The success of the hostels was, however, doubtful. In May, 1917, they were said to be only half filled, although this is ascribed in part to the policy of building them in advance of the demand, so that there might be no excuse for delaying the progress of dilution and the introduction of women workers from other communities. In January, 1918, the hostels were two-thirds filled, but this was perhaps rather caused by the greater housing shortage than by their increased popularity. Particularly in the north of England and Scotland, where they were associated with the idea of reformatories, the women preferred lodging with a family even where “they had to pay 12s. ($2.88) a week for a third of a bed.” Representatives of the Ministry of Munitions believe that the partial failure of the system was due to the rules and regulations necessary when large numbers of women were brought together, the difficulties arising if even one woman of questionable character got into a dormitory, and the lack of privacy and of a homelike atmosphere.

There was much criticism by trade unionists of the hostels, especially when these were under company control. It was not considered wholesome or right that girls should eat and sleep with their work mates. A girl who lost her position lost her board and lodging at the same time, and, if far from home, might be in a helpless and dangerous position. The girl in a company hostel was “under the firm’s forewoman by day and the firm’s matron by night, and all the time under the firm’s welfare supervision.” The official rejoinder to these criticisms, as illustrated by the attitude of the welfare department of the Ministry of Munitions, was that hostels were regarded “as a temporary war expedient and as a means of keeping up efficiency and output because they provide proper housing and feeding of the workers. Hostels are in no sense regarded as a permanent solution of the housing problem.” But it was believed that because they provided better accommodations than many of the workers had previously enjoyed, they might serve permanently to improve their standard of living.

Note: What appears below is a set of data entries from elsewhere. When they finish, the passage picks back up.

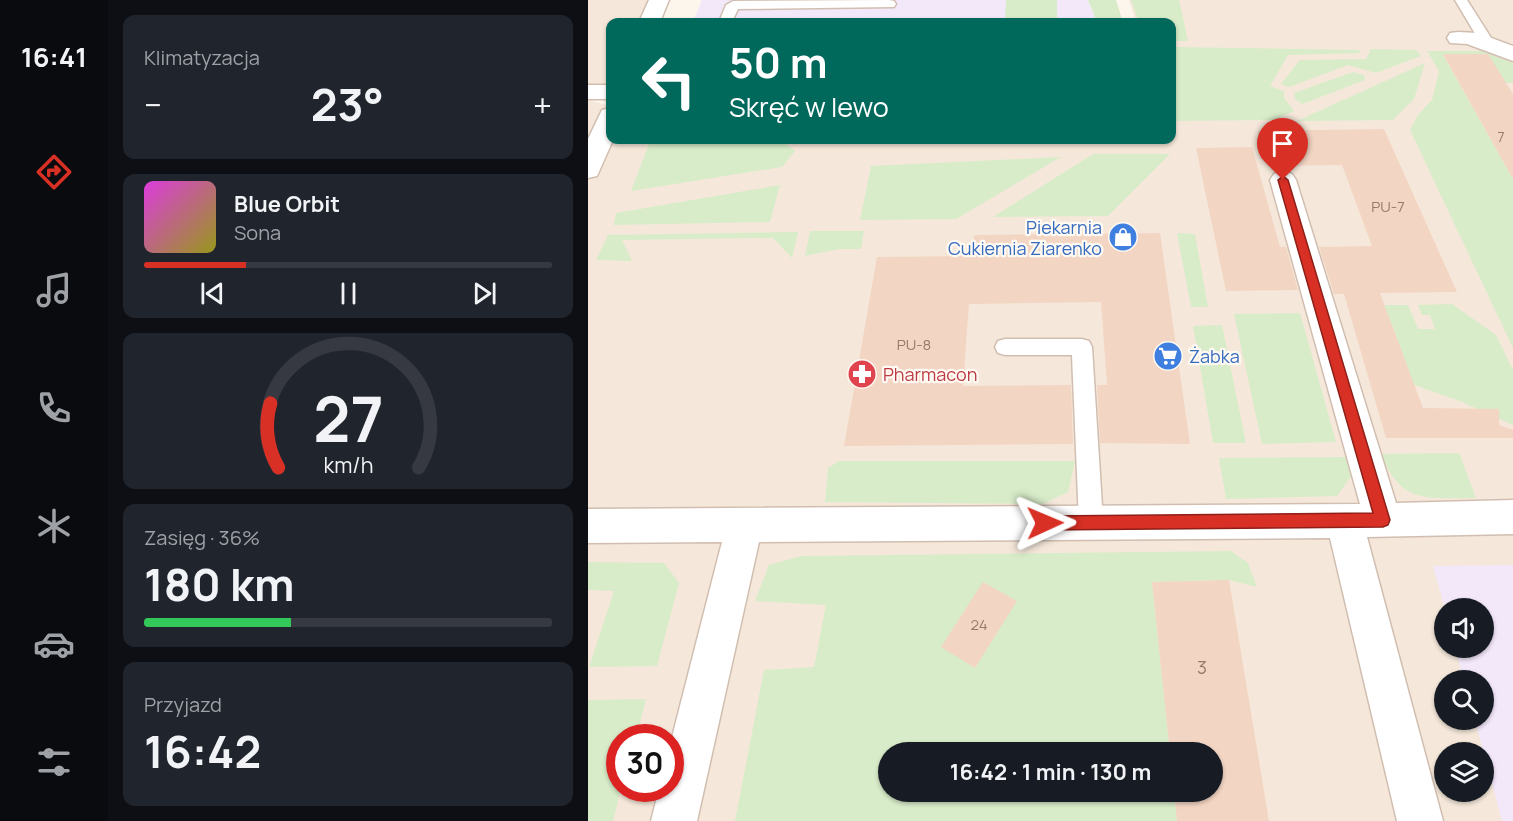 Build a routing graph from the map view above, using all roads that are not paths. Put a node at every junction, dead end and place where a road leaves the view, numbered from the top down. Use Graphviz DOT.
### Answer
graph roads {
  1 [pos="659,0"];
  2 [pos="1461,0"];
  3 [pos="771,2"];
  4 [pos="889,4"];
  5 [pos="652,18"];
  6 [pos="728,18"];
  7 [pos="765,18"];
  8 [pos="1458,38"];
  9 [pos="1488,44"];
  10 [pos="1513,54"];
  11 [pos="588,92"];
  12 [pos="606,92"];
  13 [pos="606,125"];
  14 [pos="588,170"];
  15 [pos="1283,180"];
  16 [pos="1005,347"];
  17 [pos="1513,517"];
  18 [pos="1363,520"];
  19 [pos="1091,522"];
  20 [pos="745,525"];
  21 [pos="588,526"];
  22 [pos="674,821"];
  23 [pos="1420,821"];
  1 -- 5 [label="street"];
  2 -- 9 [label="lane"];
  3 -- 4 [label="lane"];
  3 -- 6 [label="lane"];
  3 -- 7 [label="lane"];
  8 -- 9 [label="street"];
  9 -- 10 [label="street"];
  11 -- 12 [label="street"];
  13 -- 14 [label="street"];
  15 -- 18 [label="street"];
  16 -- 19 [label="lane"];
  17 -- 18 [label="street"];
  18 -- 19 [label="street"];
  18 -- 23 [label="street"];
  19 -- 20 [label="street"];
  20 -- 21 [label="street"];
  20 -- 22 [label="street"];
} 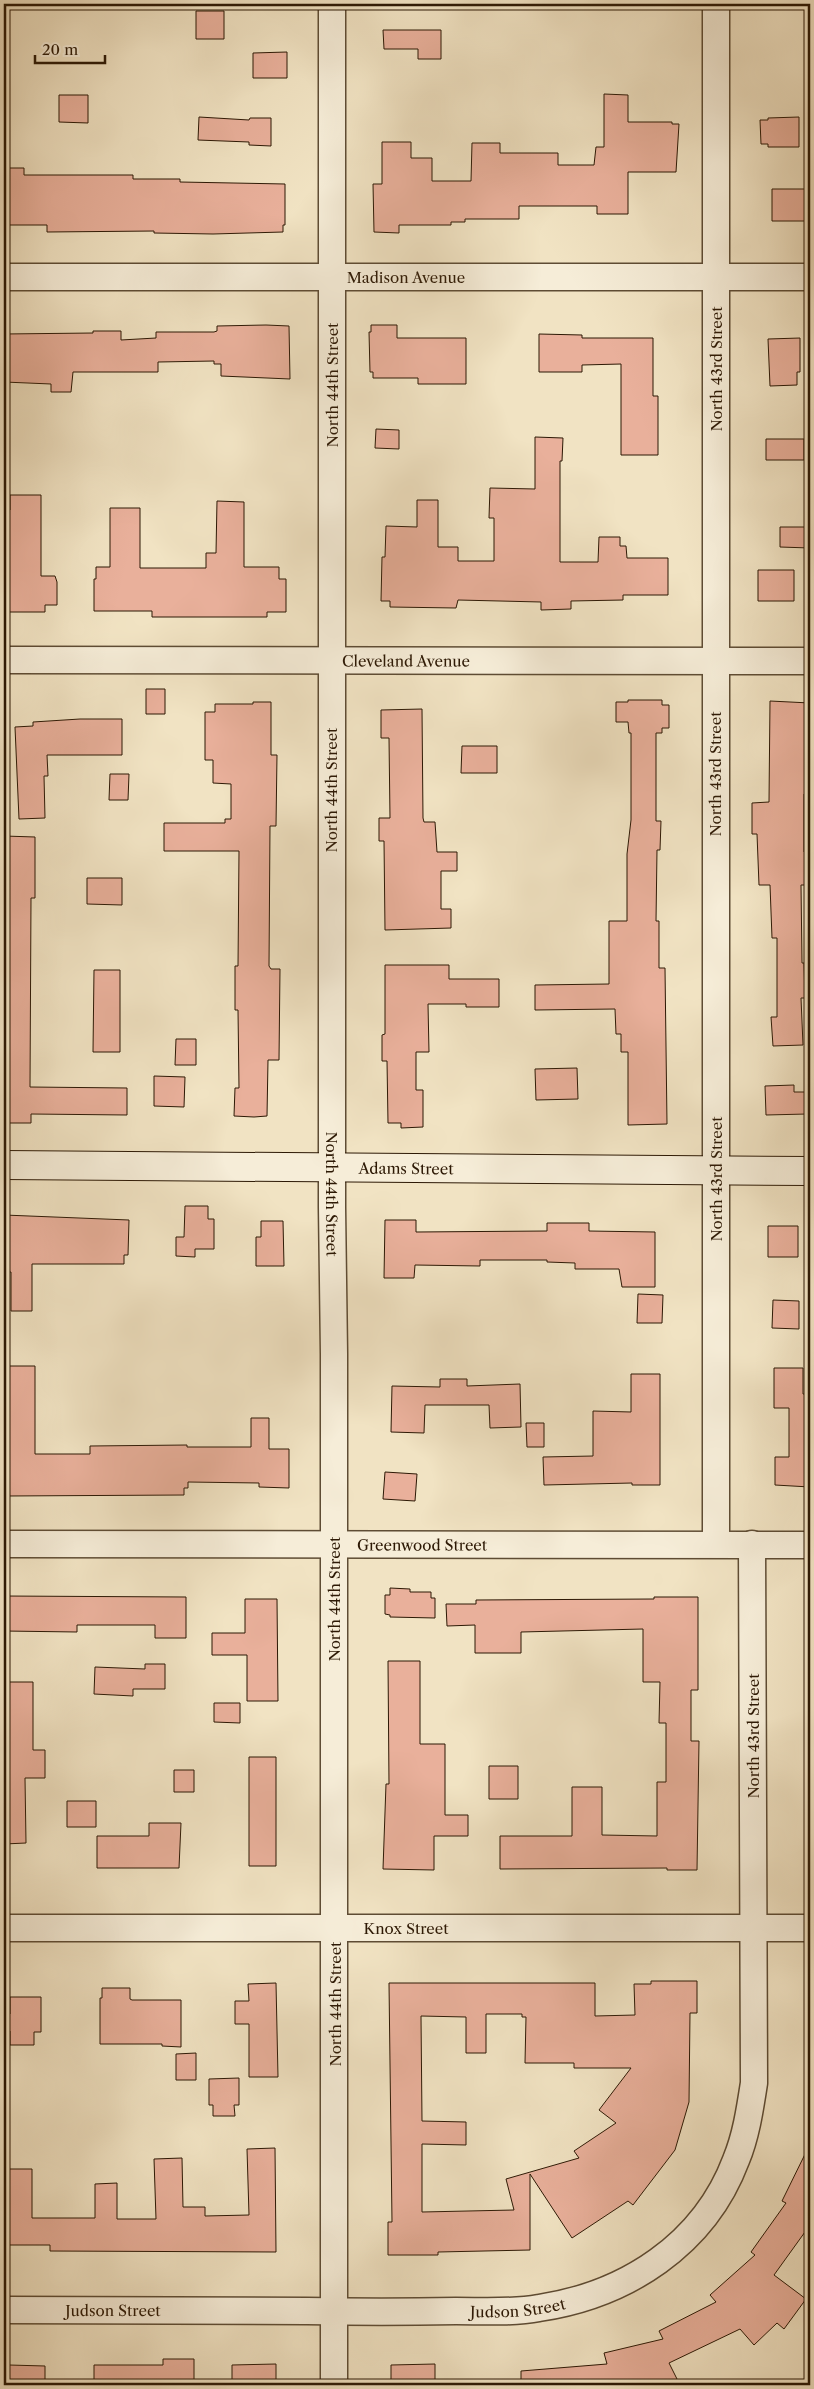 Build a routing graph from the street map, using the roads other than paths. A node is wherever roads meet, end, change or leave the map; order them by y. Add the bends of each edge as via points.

The Billeting of Civilians Bill, which went into effect May 24, 1917, represented still another effort to solve the housing problem in the crowded munition centers. Civilians engaged in war work of national importance, might, at the request of the government department concerned, be billeted like soldiers[216] with householders in the vicinity. Local committees were organized to administer the law and fix the scale of payments. But up to April, 1918, no use had been made of the power of compulsory billeting. “It is doubtful how far it is workable in practice,” said the Health of Munition Workers Committee.[217]

Other interesting points in the work of the Ministry of Munitions for “welfare” among women workers outside the factory included provision for recreation and for day nurseries. Especially in the hostels attention was given to recreation. The long hours and hard work did not leave much energy for classes, but modern books were in great demand and gardening was popular. A Hindu prince, the Maharajah Sandia of Gwalior provided a fund of £6,000 for the development of recreation schemes. Lectures and concerts, library books, lantern slides and a holiday camp for boys were among the items provided out of this fund. At a few of the large establishments, such as Woolwich Arsenal, clubs were organized and recreation grounds were arranged.